**Exercise**
What is needed is a copy of each line in the listing below that contains "middle".
BEGIN Records shown
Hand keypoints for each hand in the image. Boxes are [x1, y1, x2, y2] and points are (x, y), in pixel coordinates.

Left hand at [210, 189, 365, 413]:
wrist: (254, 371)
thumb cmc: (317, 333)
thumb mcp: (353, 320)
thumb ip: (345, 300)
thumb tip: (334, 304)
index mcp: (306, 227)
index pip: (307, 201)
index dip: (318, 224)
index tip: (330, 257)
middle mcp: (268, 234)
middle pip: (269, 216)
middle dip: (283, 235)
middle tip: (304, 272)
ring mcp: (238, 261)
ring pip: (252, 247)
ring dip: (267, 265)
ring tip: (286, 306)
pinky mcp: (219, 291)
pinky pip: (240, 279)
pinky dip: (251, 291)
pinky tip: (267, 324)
END Records shown
BEGIN Records shown
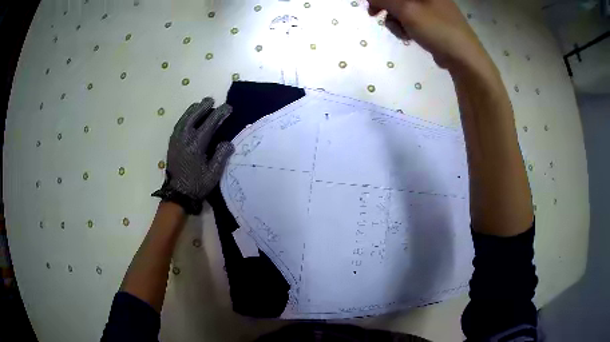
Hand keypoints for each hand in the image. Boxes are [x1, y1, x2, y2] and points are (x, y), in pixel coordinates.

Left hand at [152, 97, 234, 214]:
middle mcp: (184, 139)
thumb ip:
END Records shown
BEGIN Records shown
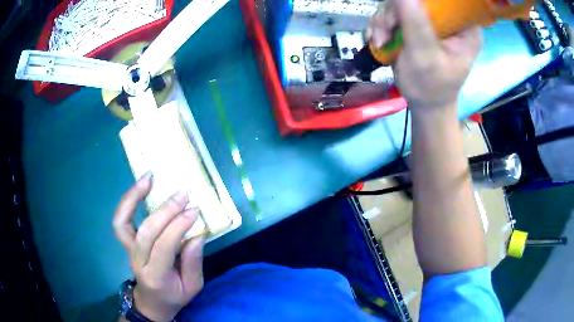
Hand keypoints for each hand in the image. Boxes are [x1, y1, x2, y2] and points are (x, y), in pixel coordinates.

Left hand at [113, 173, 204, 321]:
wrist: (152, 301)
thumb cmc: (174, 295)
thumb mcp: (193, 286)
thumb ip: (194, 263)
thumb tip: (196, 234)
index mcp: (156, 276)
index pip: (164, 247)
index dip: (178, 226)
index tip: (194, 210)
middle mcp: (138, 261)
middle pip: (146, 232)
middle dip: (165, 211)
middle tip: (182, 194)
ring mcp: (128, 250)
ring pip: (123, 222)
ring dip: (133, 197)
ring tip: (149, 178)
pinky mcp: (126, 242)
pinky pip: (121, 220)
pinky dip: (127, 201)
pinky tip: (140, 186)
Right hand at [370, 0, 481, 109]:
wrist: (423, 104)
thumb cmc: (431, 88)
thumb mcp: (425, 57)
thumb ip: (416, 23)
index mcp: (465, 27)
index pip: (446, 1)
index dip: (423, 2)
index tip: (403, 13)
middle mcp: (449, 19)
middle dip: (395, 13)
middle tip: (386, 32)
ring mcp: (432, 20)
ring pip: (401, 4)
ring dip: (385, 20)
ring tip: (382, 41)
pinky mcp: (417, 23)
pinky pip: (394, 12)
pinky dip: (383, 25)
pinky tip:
END Records shown
**Response for this exercise**
middle mcp: (268, 234)
middle pip: (269, 216)
middle dip: (283, 235)
middle tip: (304, 272)
middle mcp: (184, 139)
middle mcp: (138, 261)
middle pip: (146, 232)
middle dip: (165, 211)
middle tip: (182, 194)
middle mcp: (449, 19)
middle dip: (395, 13)
middle tip: (386, 32)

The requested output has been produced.